Panjiayu Village is located in the interior of Yaodai Mountain, Fengrun County (now Fengrun District, Tangshan). In July 1938, during the Eastern Hebei Uprising, over 30 young villagers joined anti-Japanese forces under village head Pan Zuozhou. By March 1939, Eastern Hebei leadership established Panjiayu as an anti-Japanese base, relocating offices, hospitals, printing facilities, and factories to the village. A local party branch and village anti-Japanese administration were also set up. Despite repeated Japanese attacks, villagers resisted occupation, protected Eighth Route Army members, and became renowned as a fortress of resistance.

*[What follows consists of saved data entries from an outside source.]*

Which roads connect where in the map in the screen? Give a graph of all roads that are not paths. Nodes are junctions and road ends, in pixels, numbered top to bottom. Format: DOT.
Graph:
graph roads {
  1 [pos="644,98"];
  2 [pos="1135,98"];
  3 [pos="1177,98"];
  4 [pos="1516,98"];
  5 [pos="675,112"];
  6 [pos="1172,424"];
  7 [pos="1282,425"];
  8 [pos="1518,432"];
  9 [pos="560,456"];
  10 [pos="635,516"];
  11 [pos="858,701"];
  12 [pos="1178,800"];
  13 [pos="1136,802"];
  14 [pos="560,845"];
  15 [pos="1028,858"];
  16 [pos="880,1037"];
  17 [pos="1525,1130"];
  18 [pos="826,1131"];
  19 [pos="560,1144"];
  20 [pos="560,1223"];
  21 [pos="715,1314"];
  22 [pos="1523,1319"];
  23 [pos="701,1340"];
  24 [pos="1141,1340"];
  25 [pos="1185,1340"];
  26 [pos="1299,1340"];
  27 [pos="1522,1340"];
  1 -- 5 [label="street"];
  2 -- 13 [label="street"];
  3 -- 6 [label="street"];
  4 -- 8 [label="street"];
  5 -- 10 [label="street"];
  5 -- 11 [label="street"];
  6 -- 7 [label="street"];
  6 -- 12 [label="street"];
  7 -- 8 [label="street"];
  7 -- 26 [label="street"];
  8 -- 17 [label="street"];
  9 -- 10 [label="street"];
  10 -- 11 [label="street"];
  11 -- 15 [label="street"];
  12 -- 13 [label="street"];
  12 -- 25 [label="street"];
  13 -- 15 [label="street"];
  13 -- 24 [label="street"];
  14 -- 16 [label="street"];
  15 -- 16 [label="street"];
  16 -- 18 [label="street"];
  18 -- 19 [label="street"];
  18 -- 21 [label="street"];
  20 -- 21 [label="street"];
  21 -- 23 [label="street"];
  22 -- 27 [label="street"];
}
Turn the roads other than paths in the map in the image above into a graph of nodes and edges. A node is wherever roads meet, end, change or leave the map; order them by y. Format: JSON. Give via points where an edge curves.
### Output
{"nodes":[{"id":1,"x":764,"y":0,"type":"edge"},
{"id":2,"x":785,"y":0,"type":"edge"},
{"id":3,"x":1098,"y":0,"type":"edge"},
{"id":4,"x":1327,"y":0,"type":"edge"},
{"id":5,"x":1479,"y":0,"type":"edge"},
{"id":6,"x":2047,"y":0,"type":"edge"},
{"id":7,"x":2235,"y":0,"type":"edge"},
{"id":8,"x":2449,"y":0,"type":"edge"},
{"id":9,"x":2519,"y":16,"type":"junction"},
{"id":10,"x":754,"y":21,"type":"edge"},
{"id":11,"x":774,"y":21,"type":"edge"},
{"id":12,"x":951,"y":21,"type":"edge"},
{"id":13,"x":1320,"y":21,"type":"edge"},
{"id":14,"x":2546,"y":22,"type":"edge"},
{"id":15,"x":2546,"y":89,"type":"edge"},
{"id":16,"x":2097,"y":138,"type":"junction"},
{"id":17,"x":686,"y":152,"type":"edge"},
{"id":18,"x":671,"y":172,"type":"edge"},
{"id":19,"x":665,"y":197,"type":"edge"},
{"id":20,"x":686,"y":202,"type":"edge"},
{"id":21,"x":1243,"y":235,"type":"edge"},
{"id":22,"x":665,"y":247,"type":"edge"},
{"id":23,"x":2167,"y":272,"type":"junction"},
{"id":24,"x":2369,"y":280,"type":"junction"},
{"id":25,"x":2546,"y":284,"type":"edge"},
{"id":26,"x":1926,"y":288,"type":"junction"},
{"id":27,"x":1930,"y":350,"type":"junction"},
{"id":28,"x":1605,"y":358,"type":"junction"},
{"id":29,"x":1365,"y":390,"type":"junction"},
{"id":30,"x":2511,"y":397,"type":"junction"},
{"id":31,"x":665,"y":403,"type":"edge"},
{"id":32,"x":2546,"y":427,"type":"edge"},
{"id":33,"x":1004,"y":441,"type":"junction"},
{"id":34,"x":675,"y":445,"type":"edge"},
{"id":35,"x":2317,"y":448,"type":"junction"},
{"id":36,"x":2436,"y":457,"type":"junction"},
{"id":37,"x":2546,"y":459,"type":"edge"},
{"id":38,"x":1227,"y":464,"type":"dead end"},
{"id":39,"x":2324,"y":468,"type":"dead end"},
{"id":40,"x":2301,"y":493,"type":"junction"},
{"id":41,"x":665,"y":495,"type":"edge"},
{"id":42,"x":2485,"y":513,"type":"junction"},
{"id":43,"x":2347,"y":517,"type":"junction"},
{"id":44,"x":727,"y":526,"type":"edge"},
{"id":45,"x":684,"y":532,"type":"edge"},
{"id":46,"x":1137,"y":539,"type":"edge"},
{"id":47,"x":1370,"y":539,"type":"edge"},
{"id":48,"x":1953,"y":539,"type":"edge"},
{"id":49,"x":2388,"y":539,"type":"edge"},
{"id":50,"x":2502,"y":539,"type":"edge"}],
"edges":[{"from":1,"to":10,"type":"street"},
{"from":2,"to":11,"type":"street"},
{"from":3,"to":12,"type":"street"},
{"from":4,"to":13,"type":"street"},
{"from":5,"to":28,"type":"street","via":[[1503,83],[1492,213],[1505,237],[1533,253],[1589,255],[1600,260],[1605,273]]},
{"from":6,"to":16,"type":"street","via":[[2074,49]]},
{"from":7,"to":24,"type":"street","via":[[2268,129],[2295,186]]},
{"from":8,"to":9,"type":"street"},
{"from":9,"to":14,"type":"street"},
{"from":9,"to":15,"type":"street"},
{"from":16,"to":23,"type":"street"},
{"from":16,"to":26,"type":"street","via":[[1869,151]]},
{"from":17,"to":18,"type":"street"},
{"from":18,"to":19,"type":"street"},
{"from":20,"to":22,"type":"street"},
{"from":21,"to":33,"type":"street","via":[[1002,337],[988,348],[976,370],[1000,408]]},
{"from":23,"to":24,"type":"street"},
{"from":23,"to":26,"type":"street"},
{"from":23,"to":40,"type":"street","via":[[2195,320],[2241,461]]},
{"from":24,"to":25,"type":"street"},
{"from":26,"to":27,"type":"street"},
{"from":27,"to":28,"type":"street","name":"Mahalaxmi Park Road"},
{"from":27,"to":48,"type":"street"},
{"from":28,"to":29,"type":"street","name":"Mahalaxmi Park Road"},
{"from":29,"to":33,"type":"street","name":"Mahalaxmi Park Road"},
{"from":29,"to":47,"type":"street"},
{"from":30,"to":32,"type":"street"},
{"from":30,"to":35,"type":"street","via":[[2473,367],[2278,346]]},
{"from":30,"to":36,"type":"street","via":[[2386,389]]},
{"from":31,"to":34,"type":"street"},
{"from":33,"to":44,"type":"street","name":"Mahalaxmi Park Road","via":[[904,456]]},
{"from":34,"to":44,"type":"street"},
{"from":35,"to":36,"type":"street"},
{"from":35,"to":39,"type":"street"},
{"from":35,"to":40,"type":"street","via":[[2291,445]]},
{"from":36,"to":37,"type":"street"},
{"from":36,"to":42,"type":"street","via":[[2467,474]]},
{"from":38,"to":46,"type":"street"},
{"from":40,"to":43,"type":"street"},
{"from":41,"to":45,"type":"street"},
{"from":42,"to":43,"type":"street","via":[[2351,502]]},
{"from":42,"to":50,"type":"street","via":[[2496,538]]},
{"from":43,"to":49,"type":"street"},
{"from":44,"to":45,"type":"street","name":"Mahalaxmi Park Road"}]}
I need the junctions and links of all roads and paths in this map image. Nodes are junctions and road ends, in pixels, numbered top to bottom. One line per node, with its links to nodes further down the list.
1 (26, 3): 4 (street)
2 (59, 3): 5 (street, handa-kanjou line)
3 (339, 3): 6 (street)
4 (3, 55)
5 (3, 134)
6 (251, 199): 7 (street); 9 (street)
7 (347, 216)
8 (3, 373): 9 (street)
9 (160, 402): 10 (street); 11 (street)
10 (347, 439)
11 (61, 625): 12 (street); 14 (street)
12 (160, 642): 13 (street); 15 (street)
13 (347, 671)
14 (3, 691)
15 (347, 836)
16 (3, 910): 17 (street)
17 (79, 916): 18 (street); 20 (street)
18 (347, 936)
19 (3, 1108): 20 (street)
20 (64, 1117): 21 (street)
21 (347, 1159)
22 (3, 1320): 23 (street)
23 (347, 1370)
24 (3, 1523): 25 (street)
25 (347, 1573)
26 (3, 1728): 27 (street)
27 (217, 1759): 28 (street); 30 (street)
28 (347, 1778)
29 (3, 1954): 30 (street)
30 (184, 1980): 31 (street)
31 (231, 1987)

=== Japanese Plan for Massacre ===
In the summer and autumn of 1940, the Japanese command sought to end the war in North China, implementing the “Purification Construction Plan,” concentrating attacks on anti-Japanese bases, and applying the “caging” and “Three Alls” policies. In January 1941, Japanese forces in Tangshan, led by Suzuki Yoshihisa and Sasaki Takasou, together with local collaborators, planned the Panjiayu massacre. The operation was explicitly described as "fighting the Eighth Route Army" and "punishing the civilians," with orders to encircle the village and shoot anyone attempting to escape. Logistical and intelligence preparations were made, but the village's evacuation efforts failed due to negligence by local militia leaders.

== Massacre ==
In the early hours of 25 January, over 1,600 Japanese and puppet soldiers surrounded the village, which had 1,703 residents. Villagers were driven house to house, with many elderly and children killed outside. Women were raped, and homes were looted and burned. Approximately 32 villagers hiding on the south hill were executed, their bodies burned. Survivors were initially held in the West Ditch, a frozen pit, before being driven to the Panjia Compound, which had been prepared as the main killing site. Inside the compound, villagers were shot, stabbed, thrown grenades at, and burned alive. Infants and children were killed, pregnant women were mutilated, and only a few villagers survived through hiding or feigning death. The massacre lasted nearly two hours. Later, Japanese troops pretended to withdraw, luring out more survivors before continuing the killings and burning corpses. The massacre ended around 5 p.m., with the Japanese looting valuables before leaving.

== Aftermath ==
After the Japanese departure, local militia and villagers rescued survivors and buried the dead. Most corpses were severely burned, leaving only gender and age identifiable. Survivors used unburned cabinets as coffins. Party and military personnel returned on 31 January to provide aid and supplies. The total death toll was 1,230 villagers, with 33 families wiped out. Only 276 villagers survived, of whom 96 were seriously injured. Over 1,200 houses were destroyed. The surviving youth formed revenge squads, later consolidated into the Panjiayu Revenge Corps (潘家峪抗日复仇团, now 8th Mobile Detachment, 1st Mobile Corps), which participated in ambushes and resistance campaigns, killing over 250 Japanese and puppet soldiers, including the main perpetrator Sasaki Jirō.

During the subsequent anti-Japanese war, Panjiayu remained a resistance stronghold. Captured villagers endured torture but revealed no military secrets. In 1958, collaborators involved in the massacre, including Ling Yizhong (凌以忠) and Dong Penglin (董蓬林), were apprehended and held accountable.

== Memorials ==

In 1952, villagers built an ancestral hall west of the victims’ cemetery, rebuilt in 1980 and renovated in 2005. A memorial monument was erected in the massacre cemetery in 1951, commemorating Japanese atrocities. A massacre memorial tower was constructed in 1952, rebuilt in 1955, 9.3 meters tall, with inscriptions honoring the victims and a red star atop. In 1970, an exhibition hall was built to display artifacts and historical records; it was damaged in the 1976 Tangshan earthquake and later renovated and renamed the Panjiayu Massacre Memorial Hall. In 1997, a new memorial museum was built southwest of the Panjia Compound site. Several locations related to the massacre, including the Panjia Compound, West Ditch, and victims’ cemetery, were designated heritage sites and patriotic education bases.